Until 2008 and the introduction of DTP ‘Direct to Pharmacy’ by Pfizer Plc, pharmacies could obtain their medication from many wholesalers in the UK. There were a few national wholesalers, Unichem (now Alliance Unichem Ltd). AAH pharmaceuticals Ltd, Phoenix Healthcare Ltd, Mawdselys, Sigma Plc, Colorama and a myriad of smaller regional wholesalers. All wholesalers offered EU procured medication. Pharmacies could order without restriction from any of these wholesalers any branded or generic medication. Choice of wholesaler was dependant upon price of product, service and in particular delivery intervals, as medication cannot be delayed to a patient.
Alliance Unichem also owns Boots the Chemist, AAH own Lloyds Chemists and Phoenix Healthcare own Rowlands Chemists. Hence the result of independents fearing that the vertically integrated businesses shared commercial data about buying patterns.
The role of wholesaling is reducing costs, thereby making drugs more accessible to more people; they act as intermediaries between the manufacturer and the place of dispensing the drug on a prescription, normally a pharmacy.
The wholesaler can procure medicines from several manufacturers and the pharmacy can buy the cheapest equivalent medicines and can improve supply to the patient and generate competition between manufacturers to reduce their prices and improve their efficiencies.
In case of branded drugs where the pharmaceutical manufacturer has a patent for 15 years on a drug, a wholesaler cannot procure any alternatives as there is only one manufacturer of this drug. In essence wholesalers increase competition, reduce prices, provide more choice and by consequence make vital drugs such as cancer therapies more affordable to all citizens of the UK and EU.

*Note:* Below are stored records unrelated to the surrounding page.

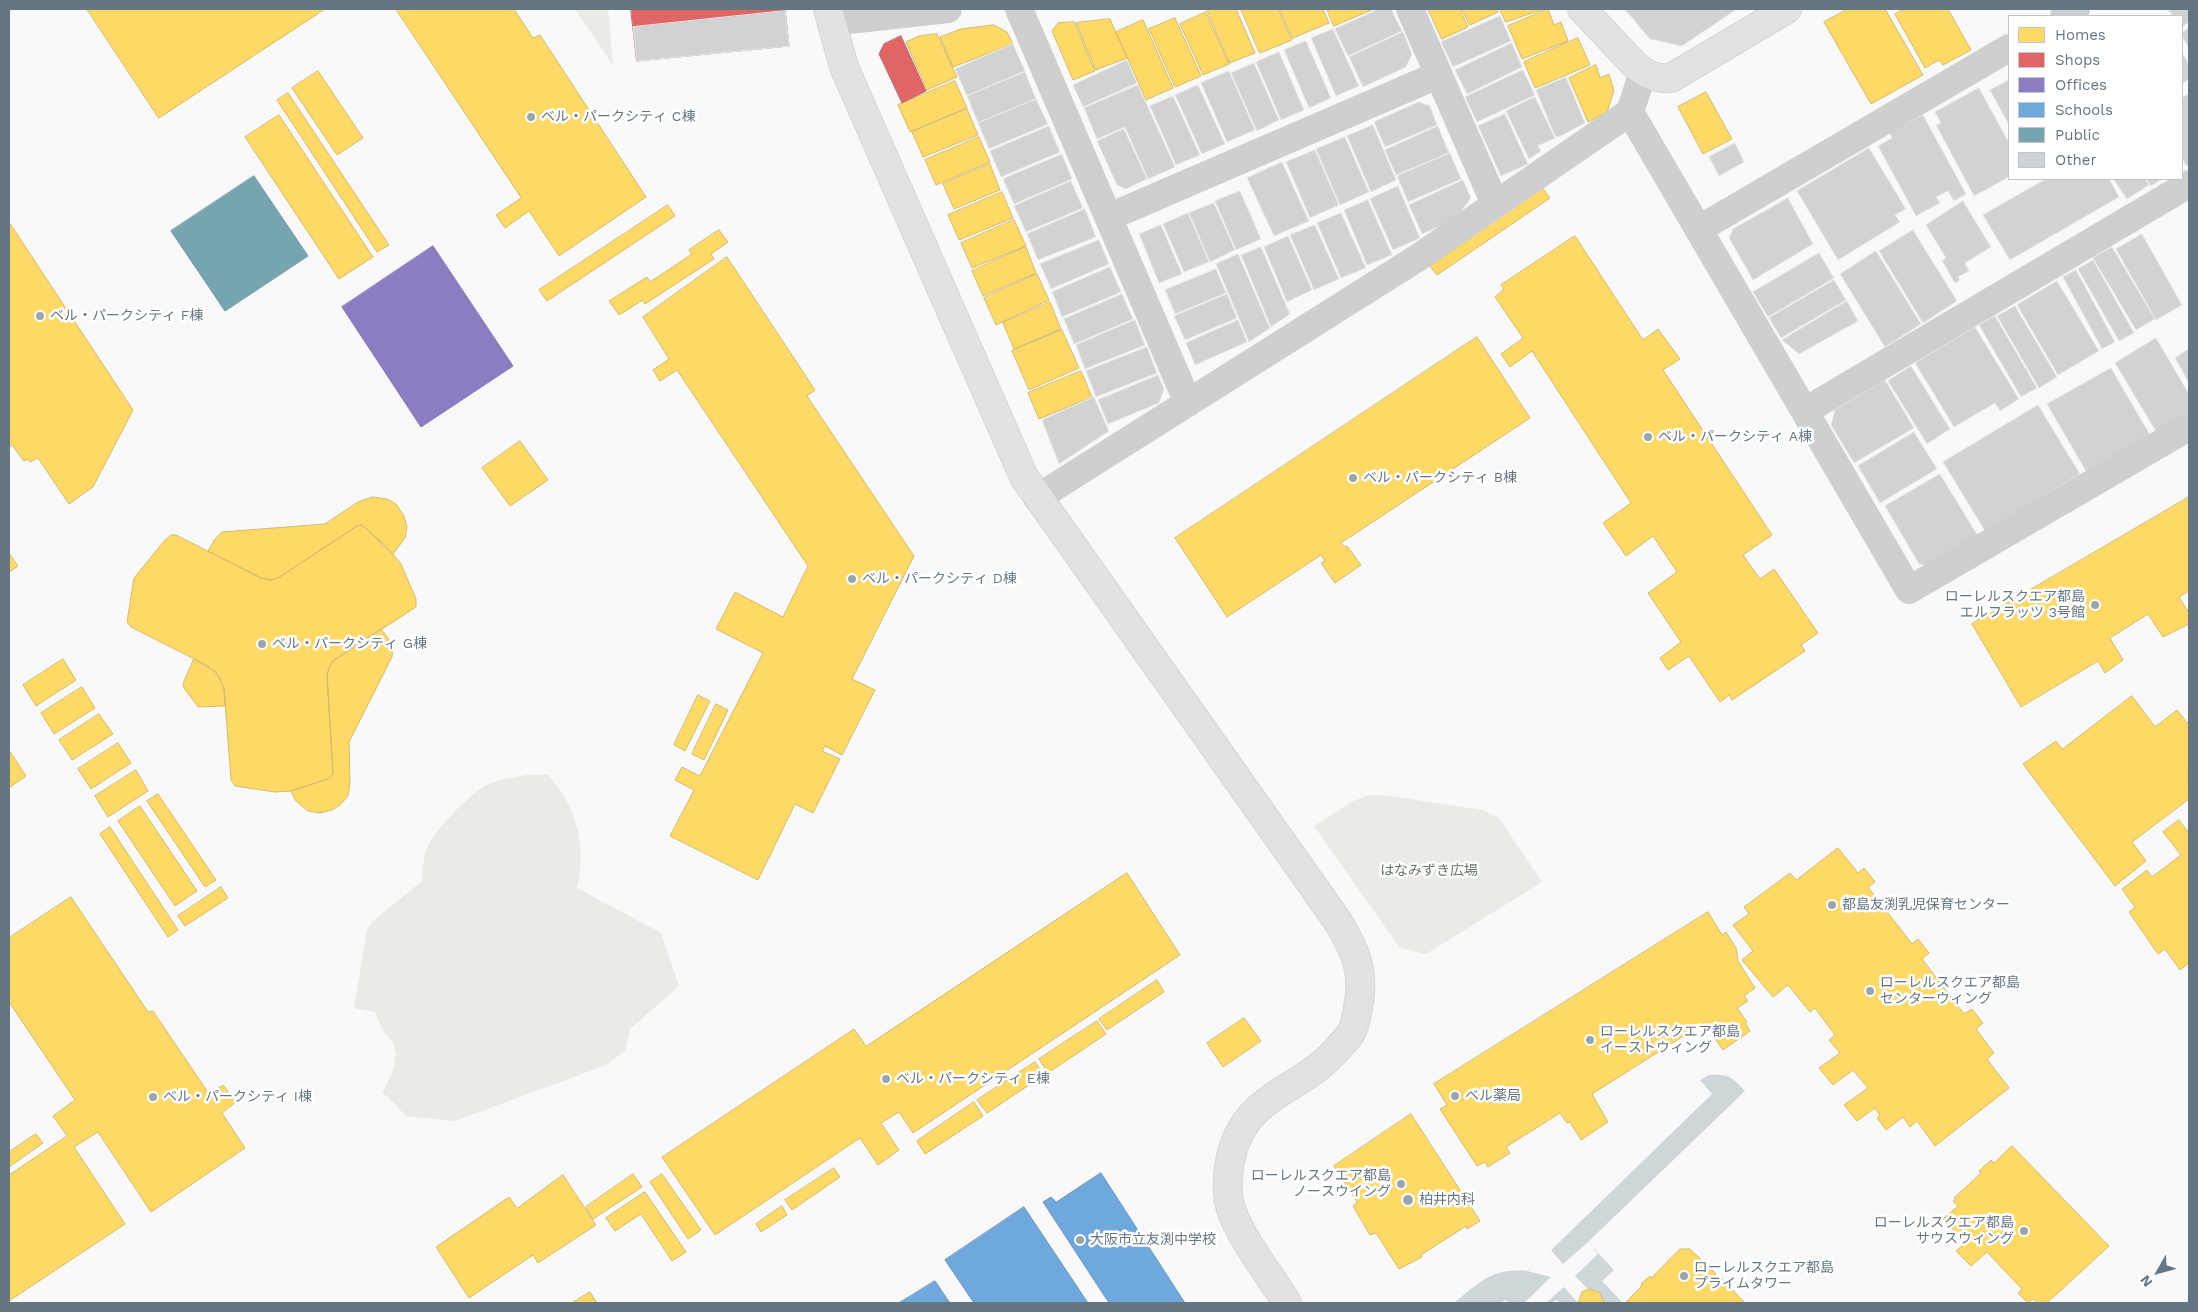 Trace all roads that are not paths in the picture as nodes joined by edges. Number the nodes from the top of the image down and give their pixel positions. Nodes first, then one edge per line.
1 (948, 9) edge
2 (1019, 9) edge
3 (1410, 9) edge
4 (1582, 9) edge
5 (1787, 9) edge
6 (829, 15) edge
7 (2008, 49) edge
8 (1643, 72) junction
9 (1438, 75) junction
10 (1630, 112) junction
11 (2189, 184) edge
12 (1495, 204) junction
13 (1108, 217) junction
14 (1699, 229) junction
15 (1188, 403) junction
16 (1805, 411) junction
17 (2189, 427) edge
18 (1037, 498) junction
19 (1288, 1303) edge

1 - 6 street
2 - 13 street
3 - 9 street
4 - 8 street
5 - 8 street
6 - 18 street
7 - 14 street
8 - 10 street
9 - 12 street
9 - 13 street
10 - 12 street
10 - 14 street
11 - 16 street
12 - 15 street
13 - 15 street
14 - 16 street
15 - 18 street
16 - 17 street
18 - 19 street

Pharmaceutical company’s arbitrary collection of data in a discriminatory and non uniform manner, creates an entirely separte issue. It is ONLY applied to UK citizens and not to EU citizens. Therefore the policy itself is in contravention of the Lisbon Treaty and the rights of an EU citizen.
It must be remembered prior to 2007 ECJ (initial) ruling; no stock shortages occurred in the UK and the UK was a net importer of medicines from Europe. This saved over £500m per year in drug costs which the government reclaimed from the pharmacists via the National Drug Tariff reductions as well as an overall reduction in pharmacy profits pursuant to the National Health Service Act.
In fact this is the essence and purpose of free trade and competition!
Pharmacy and pharmacists are governed by the provisions of the Pharmacy Act 1954. All the provisions are universal to the profession and there is no specific restriction or requirement pertinent to practicing pharmacy or dispensing drugs in accordance with the Medicines Act 1968. This is important as the defendant is restricting supply to ‘homecare pharmacies’ in contravention to the National Health Service Act 2006 and the provisions of the Pharmacy Act 1954 and Medicines Act 1954.